Sir Alfred Bray Kempe FRS (6 July 1849 – 21 April 1922) was a mathematician best known for his work on linkages and the four colour theorem.

==Biography==
Kempe was the son of the Rector of St James's Church, Piccadilly, the Rev. John Edward Kempe. Among his brothers were Sir John Arrow Kempe and Harry Robert Kempe. He was educated at St Paul's School, London and then studied at Trinity College, Cambridge, where Arthur Cayley was one of his teachers. He graduated BA (22nd wrangler) in 1872. Despite his interest in mathematics he became a barrister, specialising in the ecclesiastical law. He was knighted in 1913, the same year he became the Chancellor for the Diocese of London. He was also Chancellor of the dioceses of Newcastle, Southwell, St Albans, Peterborough, Chichester, and Chelmsford. He received the honorary degree DCL from the University of Durham and he was elected a Bencher of the Inner Temple in 1909.

In 1876 he published his article On a General Method of describing Plane Curves of the nth degree by Linkwork, which presented a procedure for constructing a linkage that traces an arbitrary algebraic plane curve. This was a remarkable generalization of his work on the design of linkages to trace straight lines. This direct connection between linkages and algebraic curves is now called Kempe's universality theorem. While Kempe's proposed proof was flawed, the first complete proof was provided in 2002, based on his ideas.

The Sylvester–Kempe Inversor draws a straight line.

In 1877 Kempe discovered a new straight line linkage called the Quadruplanar inversor or Sylvester–Kempe Inversor and published his influential lectures on the subject. In 1879 Kempe wrote his famous "proof" of the four colour theorem, shown incorrect by Percy Heawood in 1890. Much later, his work led to fundamental concepts such as the Kempe chain and unavoidable sets.

Kempe (1886) revealed a rather marked philosophical bent, and much influenced Charles Sanders Peirce.

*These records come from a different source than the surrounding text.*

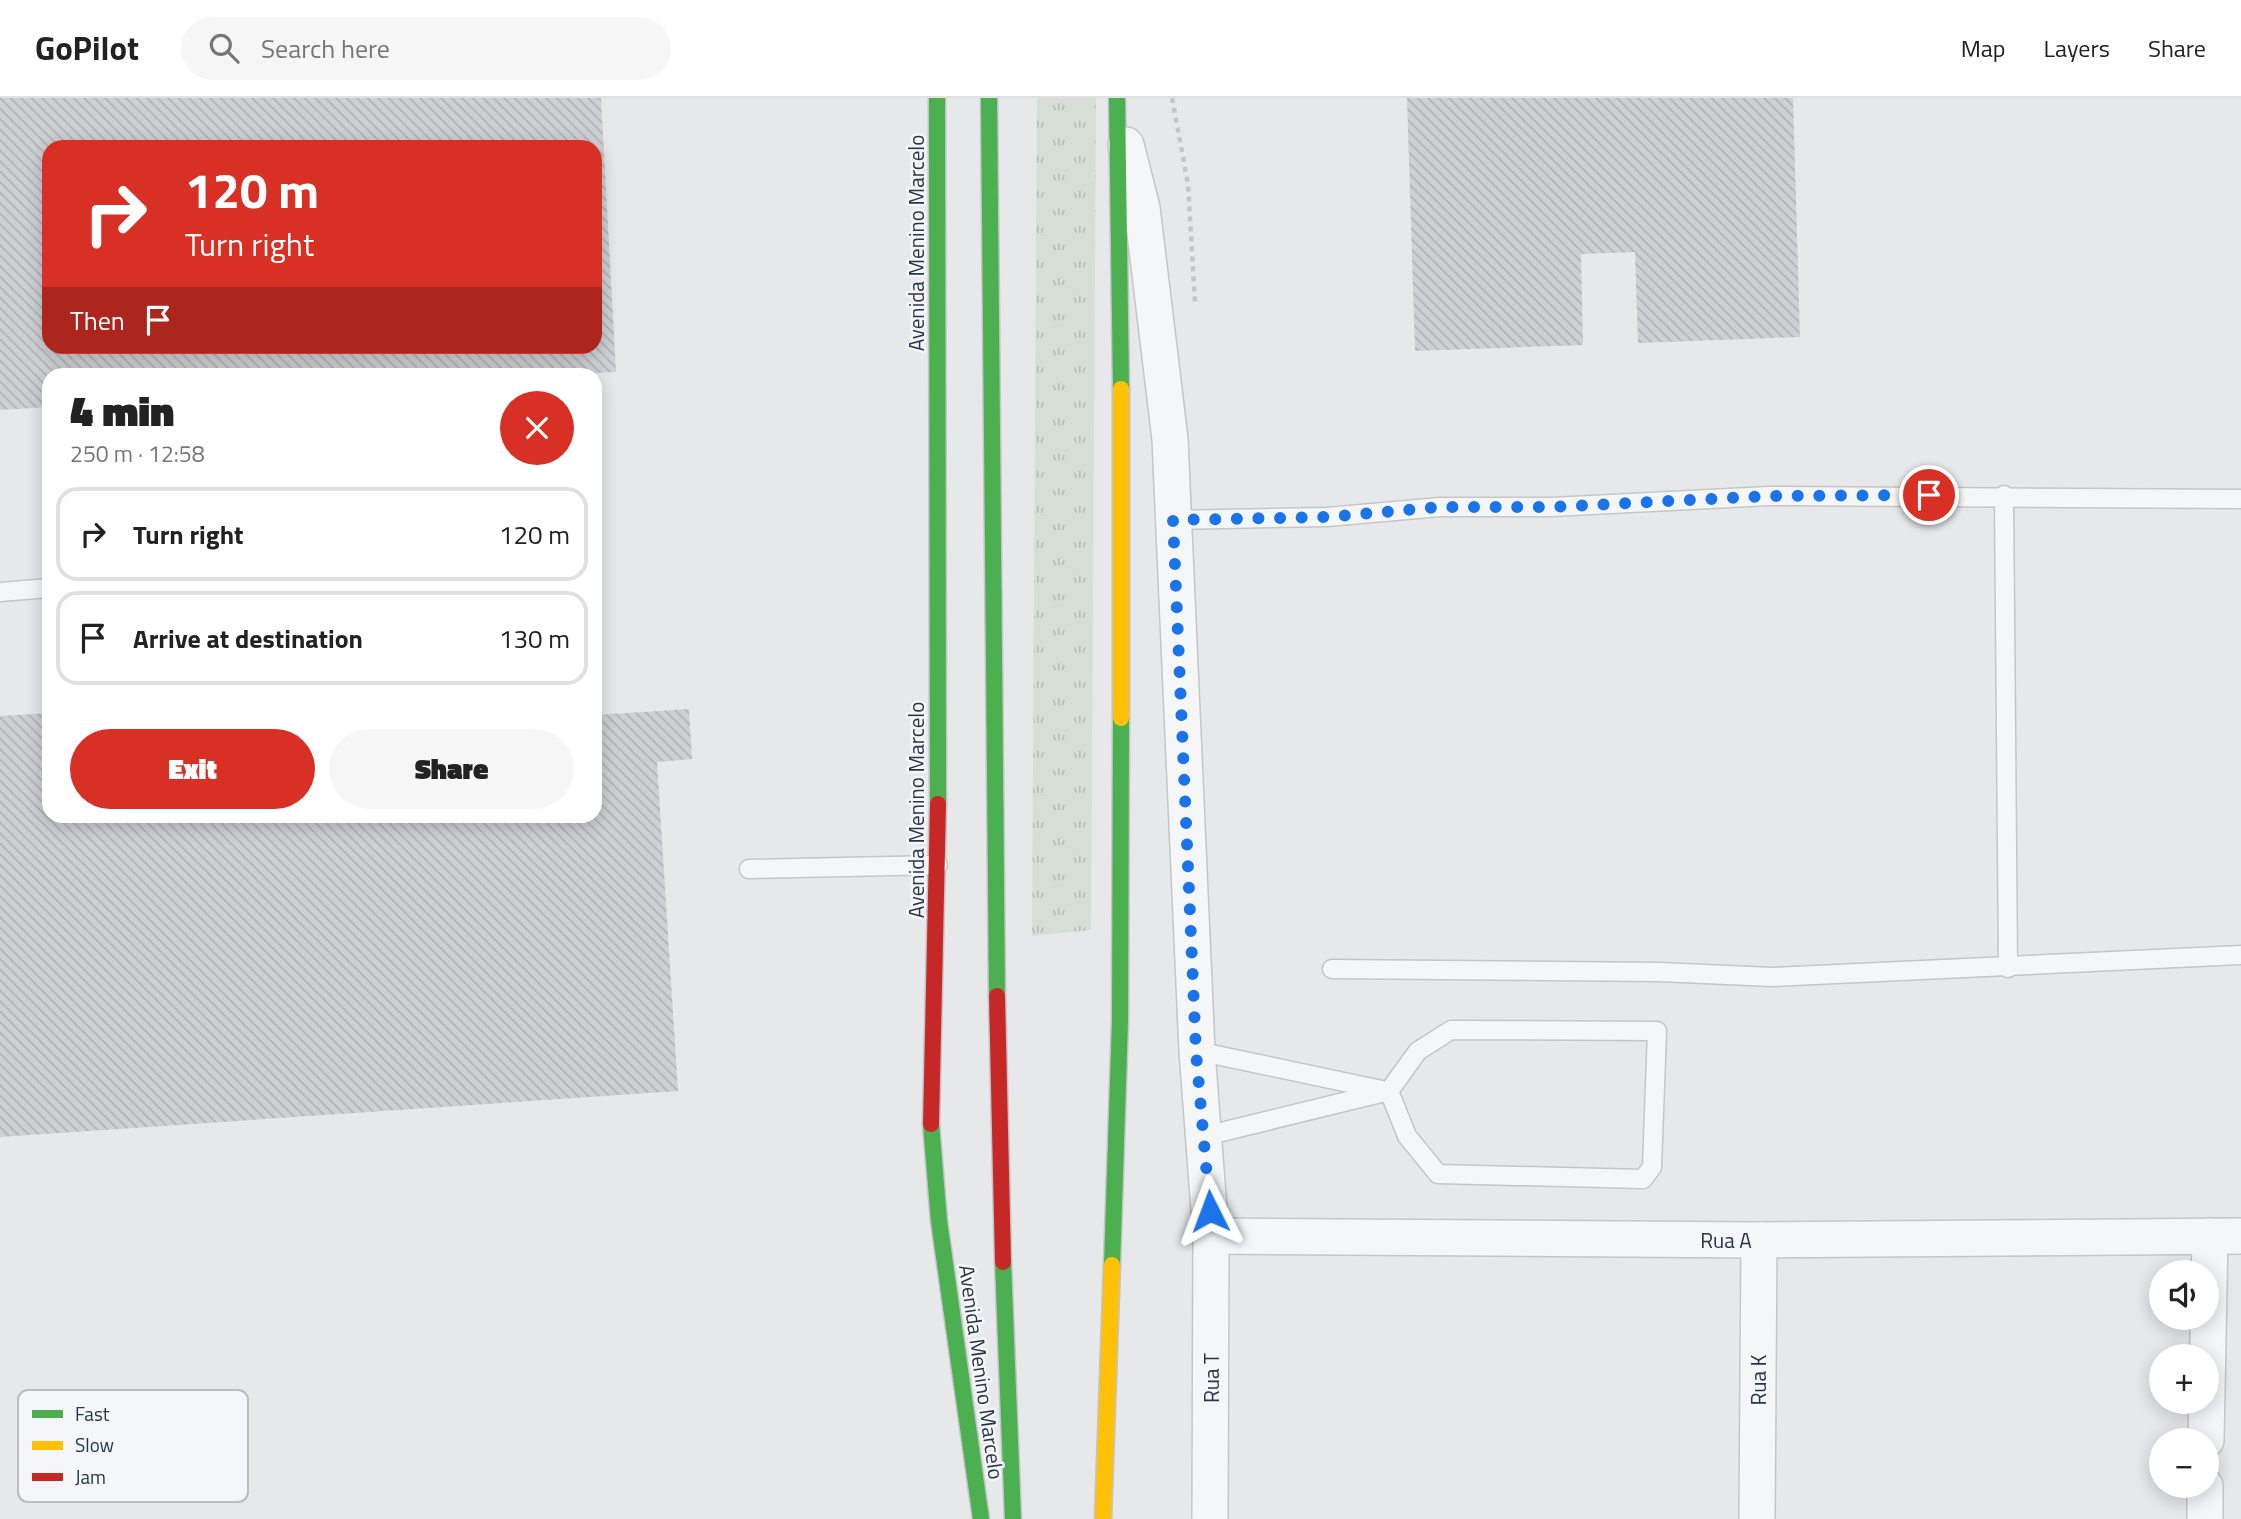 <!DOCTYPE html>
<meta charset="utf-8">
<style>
:root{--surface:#fff;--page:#f6f6f6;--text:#222;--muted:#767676;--line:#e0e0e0;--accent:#d93025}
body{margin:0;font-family:"Titillium Web",sans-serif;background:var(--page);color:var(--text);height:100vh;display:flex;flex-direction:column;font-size:26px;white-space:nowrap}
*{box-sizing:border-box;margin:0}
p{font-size:23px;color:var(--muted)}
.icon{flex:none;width:38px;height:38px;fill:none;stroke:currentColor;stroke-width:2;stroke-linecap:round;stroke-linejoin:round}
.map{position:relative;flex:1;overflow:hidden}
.panel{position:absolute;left:42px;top:270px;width:560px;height:455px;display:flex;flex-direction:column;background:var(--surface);border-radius:21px;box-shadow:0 4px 18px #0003}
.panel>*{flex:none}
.guide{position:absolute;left:42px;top:42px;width:560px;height:214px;border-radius:21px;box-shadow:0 4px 18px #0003;background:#d93025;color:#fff;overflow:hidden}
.fabs{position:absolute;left:2149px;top:1162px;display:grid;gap:14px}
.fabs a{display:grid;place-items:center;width:70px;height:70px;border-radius:50%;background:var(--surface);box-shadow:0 4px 18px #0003;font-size:35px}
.pin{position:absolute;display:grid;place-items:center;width:60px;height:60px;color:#fff;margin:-30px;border:4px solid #fff;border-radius:50%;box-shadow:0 2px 7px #0007}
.me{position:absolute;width:77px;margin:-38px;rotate:357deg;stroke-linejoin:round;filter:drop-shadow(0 0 5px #0008)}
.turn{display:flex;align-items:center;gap:24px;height:147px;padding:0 28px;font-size:32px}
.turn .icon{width:91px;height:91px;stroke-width:2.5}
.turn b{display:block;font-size:49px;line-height:60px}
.then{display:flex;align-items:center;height:66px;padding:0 28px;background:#0003;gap:14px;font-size:26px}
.round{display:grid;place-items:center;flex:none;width:74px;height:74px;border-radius:37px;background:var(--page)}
.overview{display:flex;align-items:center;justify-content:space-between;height:119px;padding:0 28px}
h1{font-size:42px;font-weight:800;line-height:52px}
.action{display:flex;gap:14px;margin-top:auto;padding:14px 28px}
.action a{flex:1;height:80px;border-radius:42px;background:var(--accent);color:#fff;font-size:28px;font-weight:800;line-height:80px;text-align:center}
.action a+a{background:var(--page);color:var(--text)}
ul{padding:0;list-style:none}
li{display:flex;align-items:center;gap:21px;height:94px;margin:0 14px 10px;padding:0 14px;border:4px solid var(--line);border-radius:21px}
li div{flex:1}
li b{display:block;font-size:26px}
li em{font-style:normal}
header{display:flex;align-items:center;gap:42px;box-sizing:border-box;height:98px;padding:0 35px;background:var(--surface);border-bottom:2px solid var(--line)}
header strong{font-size:33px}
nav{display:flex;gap:38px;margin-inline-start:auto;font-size:24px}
.search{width:490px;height:63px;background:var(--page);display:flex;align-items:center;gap:18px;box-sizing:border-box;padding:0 24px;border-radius:38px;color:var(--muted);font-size:26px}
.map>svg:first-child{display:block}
.grass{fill:url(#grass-tufts)}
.building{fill:url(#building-back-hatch);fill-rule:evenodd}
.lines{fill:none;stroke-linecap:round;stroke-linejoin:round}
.lane-casing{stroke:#c4c6c8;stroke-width:21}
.street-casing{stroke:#c4c6c8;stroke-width:38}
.fast-casing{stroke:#c2c5c8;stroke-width:19}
.slow-casing{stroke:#c2c5c8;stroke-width:19}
.jam-casing{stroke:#c2c5c8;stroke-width:19}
.path{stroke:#c5c6ca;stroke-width:4.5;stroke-dasharray:5 5;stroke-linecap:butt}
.lane{stroke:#f5f6f7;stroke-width:18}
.street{stroke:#f5f6f7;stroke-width:35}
.fast{stroke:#4caf50;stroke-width:16}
.slow{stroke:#ffc107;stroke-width:16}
.jam{stroke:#c62828;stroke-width:16}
.route{stroke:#1a73e8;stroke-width:12;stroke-dasharray:0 21.6}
.labels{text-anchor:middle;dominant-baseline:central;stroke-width:5;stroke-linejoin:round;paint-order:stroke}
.street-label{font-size:21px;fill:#2b3445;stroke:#f4f6f9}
.key{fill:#f4f6f9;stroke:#b8bcc3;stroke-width:2}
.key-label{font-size:19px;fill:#2b3445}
</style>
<header>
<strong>GoPilot</strong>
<div class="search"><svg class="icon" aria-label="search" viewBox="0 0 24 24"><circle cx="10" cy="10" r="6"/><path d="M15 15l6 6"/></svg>Search here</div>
<nav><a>Map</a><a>Layers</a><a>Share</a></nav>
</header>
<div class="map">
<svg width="2241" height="1421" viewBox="0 0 2241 1421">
<defs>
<pattern id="grass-tufts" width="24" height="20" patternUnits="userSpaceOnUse" patternTransform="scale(1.75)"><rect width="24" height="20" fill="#d6ded6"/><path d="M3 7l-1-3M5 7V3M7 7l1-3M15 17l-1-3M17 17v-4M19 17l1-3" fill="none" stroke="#b8bfb9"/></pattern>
<pattern id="building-back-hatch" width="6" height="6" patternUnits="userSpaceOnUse" patternTransform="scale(1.75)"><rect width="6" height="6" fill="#ced0d3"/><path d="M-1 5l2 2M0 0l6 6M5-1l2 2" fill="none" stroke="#b1b3b6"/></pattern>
</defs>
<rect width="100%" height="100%" fill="#e6e8ea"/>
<polygon class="grass" points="1037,0 1096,0 1091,832 1032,838"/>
<g class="building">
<path d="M0,0h601l15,274 -44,2h-523v33l-49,3zM49,49h546v199h-546z"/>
<polygon points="1407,0 1793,0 1800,239 1638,245 1635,154 1581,156 1583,247 1415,253"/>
<polygon points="689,611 692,661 657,664 678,993 0,1039 0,618 49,615 49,718 595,718 595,617"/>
</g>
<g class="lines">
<defs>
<g id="lane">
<polyline points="2004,397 2008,870"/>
<polyline points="1173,422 1327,419 1440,409 1552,409 1769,398 2241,401"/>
<polyline points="0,494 49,490"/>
<polyline points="749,771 938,767"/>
<polyline points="1332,871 1660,874 1772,879 2241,857"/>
<polyline points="1197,953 1382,992"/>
<polyline points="1205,1038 1389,993 1418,953 1451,932 1657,933 1652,1069 1643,1081 1438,1076 1407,1038 1389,993"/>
</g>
<g id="street">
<polyline points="1126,47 1142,110 1170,341 1197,953 1211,1138 1210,1421"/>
<polyline points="1211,1138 1759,1142 2241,1138"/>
<polyline points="2206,1342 2210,1138"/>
<polyline points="1757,1421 1759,1142"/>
<polyline points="2205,1421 2205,1388"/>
</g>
<g id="fast">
<polyline points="937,0 938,706"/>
<polyline points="989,0 997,898"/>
<polyline points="1117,0 1121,291"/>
<polyline points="931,1026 939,1123 981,1421"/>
<polyline points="1003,1164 1013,1421"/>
<polyline points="1112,1167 1120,923 1121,620"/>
</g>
<g id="slow">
<polyline points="1121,620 1121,291"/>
<polyline points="1103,1421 1112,1167"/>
</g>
<g id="jam">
<polyline points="997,898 1003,1164"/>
<polyline points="931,1026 938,706"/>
</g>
</defs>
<use href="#lane" class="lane-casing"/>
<use href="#street" class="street-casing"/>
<use href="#fast" class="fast-casing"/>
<use href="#slow" class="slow-casing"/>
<use href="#jam" class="jam-casing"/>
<polyline class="path" points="1172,0 1188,86 1195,204"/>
<use href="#lane" class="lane"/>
<use href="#street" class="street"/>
<use href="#fast" class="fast"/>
<use href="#slow" class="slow"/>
<use href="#jam" class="jam"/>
</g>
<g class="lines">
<polyline class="route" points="1210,1113 1196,954 1173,422 1328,419 1440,409 1552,409 1769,398 1929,397"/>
</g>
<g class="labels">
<g class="street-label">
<text transform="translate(916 145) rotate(-90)">Avenida Menino Marcelo</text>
<text transform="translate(916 712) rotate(-90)">Avenida Menino Marcelo</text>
<text x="1726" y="1142">Rua A</text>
<text transform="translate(982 1274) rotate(82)">Avenida Menino Marcelo</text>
<text transform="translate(1211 1280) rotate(-90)">Rua T</text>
<text transform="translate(1758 1282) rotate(-90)">Rua K</text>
</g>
</g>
<rect x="18" y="1292" width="230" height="112" rx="10" class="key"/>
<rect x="32" y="1312" width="31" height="8" fill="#4caf50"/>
<rect x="32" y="1343" width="31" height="9" fill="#ffc107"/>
<rect x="32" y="1375" width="31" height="8" fill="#c62828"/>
<g class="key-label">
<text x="75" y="1323">Fast</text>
<text x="75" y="1354">Slow</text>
<text x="75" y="1386">Jam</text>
</g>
</svg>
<div class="fabs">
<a><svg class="icon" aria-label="sound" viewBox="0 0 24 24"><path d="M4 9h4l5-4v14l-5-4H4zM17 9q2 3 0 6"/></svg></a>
<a>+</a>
<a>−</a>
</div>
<div class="pin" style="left:1929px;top:397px;background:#d93025"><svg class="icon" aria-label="arrive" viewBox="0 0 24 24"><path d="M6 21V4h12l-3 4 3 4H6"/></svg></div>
<svg class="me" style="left:1210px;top:1113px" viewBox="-20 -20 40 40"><path d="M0-17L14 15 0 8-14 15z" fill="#1a73e8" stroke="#fff" stroke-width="4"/></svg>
<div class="guide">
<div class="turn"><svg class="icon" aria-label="right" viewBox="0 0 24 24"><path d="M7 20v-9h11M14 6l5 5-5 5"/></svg><div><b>120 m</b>Turn right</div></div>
<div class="then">Then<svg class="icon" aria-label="arrive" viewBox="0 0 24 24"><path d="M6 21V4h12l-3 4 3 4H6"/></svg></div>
</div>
<section class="panel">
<div class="overview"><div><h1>4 min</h1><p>250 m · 12:58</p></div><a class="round" style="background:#d93025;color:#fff"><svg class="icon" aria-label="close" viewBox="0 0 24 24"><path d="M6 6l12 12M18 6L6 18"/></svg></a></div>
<ul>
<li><svg class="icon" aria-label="right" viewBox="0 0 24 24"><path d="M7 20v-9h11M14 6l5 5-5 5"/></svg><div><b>Turn right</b></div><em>120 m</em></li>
<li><svg class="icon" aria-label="arrive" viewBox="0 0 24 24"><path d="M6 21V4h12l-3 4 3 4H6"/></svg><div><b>Arrive at destination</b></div><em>130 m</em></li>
</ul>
<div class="action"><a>Exit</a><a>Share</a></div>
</section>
</div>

Kempe also discovered what are now called multisets, although this fact was not noted until long after his death.

Kempe was elected a fellow of the Royal Society in 1881. He was Treasurer and vice-president of the Royal Society 1899–1919. He was a president of the London Mathematical Society from 1892 to 1894. He was also a mountain climber, mostly in Switzerland.

His first wife was Mary, daughter of Sir William Bowman, 1st Baronet; she died in 1893. He then married, in 1897, Ida, daughter of Judge Meadows White, QC. He had two sons and one daughter.